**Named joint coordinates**
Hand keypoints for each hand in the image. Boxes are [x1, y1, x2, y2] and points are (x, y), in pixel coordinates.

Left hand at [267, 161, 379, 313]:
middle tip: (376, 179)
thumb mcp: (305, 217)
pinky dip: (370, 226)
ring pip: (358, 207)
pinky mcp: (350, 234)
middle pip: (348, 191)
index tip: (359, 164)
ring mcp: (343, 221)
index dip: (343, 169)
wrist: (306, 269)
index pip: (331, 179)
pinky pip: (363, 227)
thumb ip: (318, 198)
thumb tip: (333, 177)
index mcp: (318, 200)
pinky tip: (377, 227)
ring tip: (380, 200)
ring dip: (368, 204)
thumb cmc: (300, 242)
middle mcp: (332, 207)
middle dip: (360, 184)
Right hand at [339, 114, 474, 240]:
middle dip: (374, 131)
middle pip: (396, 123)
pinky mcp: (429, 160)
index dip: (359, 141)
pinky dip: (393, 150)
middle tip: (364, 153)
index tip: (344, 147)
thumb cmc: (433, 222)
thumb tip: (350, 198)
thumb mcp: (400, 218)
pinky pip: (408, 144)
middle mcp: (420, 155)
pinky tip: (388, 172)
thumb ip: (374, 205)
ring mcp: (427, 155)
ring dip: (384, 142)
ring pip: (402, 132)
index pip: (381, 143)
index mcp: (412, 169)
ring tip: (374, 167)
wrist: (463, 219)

* * *

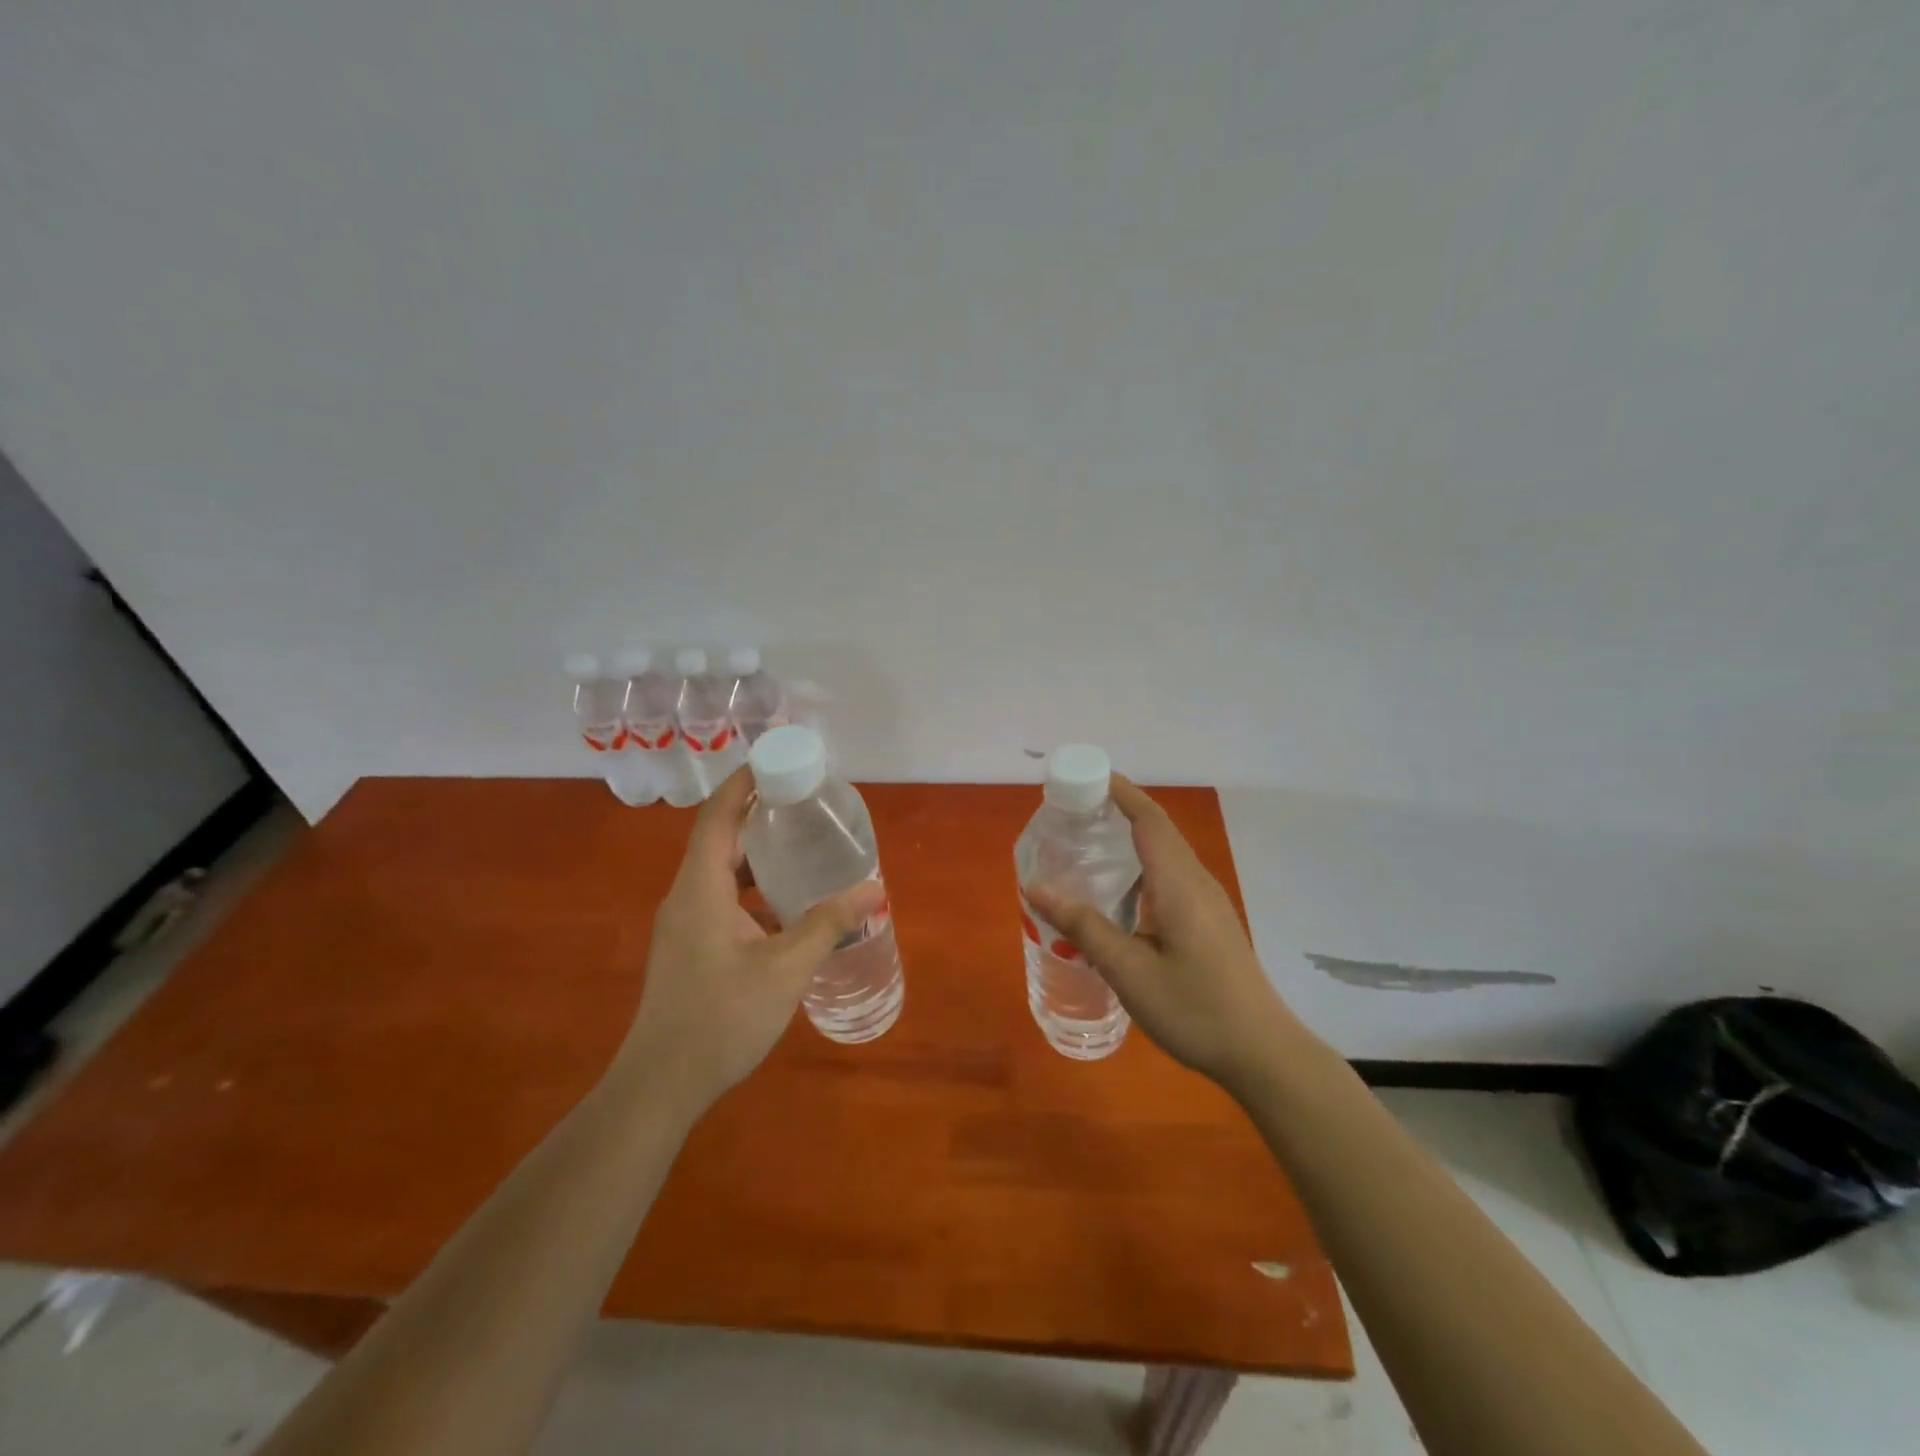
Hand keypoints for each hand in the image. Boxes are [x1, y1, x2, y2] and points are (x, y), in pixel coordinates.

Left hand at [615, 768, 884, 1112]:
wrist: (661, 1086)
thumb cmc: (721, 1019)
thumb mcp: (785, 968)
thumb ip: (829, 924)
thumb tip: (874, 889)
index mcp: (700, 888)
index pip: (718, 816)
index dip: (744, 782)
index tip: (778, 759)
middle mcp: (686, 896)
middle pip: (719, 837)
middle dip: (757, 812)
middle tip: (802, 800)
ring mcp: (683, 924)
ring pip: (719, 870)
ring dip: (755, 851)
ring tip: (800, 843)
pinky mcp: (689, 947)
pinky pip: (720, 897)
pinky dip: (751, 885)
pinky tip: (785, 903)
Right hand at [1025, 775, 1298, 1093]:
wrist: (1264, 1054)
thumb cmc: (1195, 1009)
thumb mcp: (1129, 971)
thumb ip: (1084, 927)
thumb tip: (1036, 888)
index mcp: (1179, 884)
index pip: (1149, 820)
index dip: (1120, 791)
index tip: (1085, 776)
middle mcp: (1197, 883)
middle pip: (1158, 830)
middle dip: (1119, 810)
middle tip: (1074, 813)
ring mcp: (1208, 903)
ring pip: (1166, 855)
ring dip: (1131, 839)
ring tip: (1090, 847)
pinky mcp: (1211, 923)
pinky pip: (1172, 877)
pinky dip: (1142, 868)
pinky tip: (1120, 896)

**DIRECTIONS FOR THIS TASK**
Would you please repeat exactly the lines above, starting at the line with "ring dip: (384, 142)" and stopping at the line with "wrist: (463, 219)", both included?

**FINISHED EXERCISE**
ring dip: (384, 142)
ring pip: (402, 132)
index pip: (381, 143)
index mcp: (412, 169)
ring tip: (374, 167)
wrist: (463, 219)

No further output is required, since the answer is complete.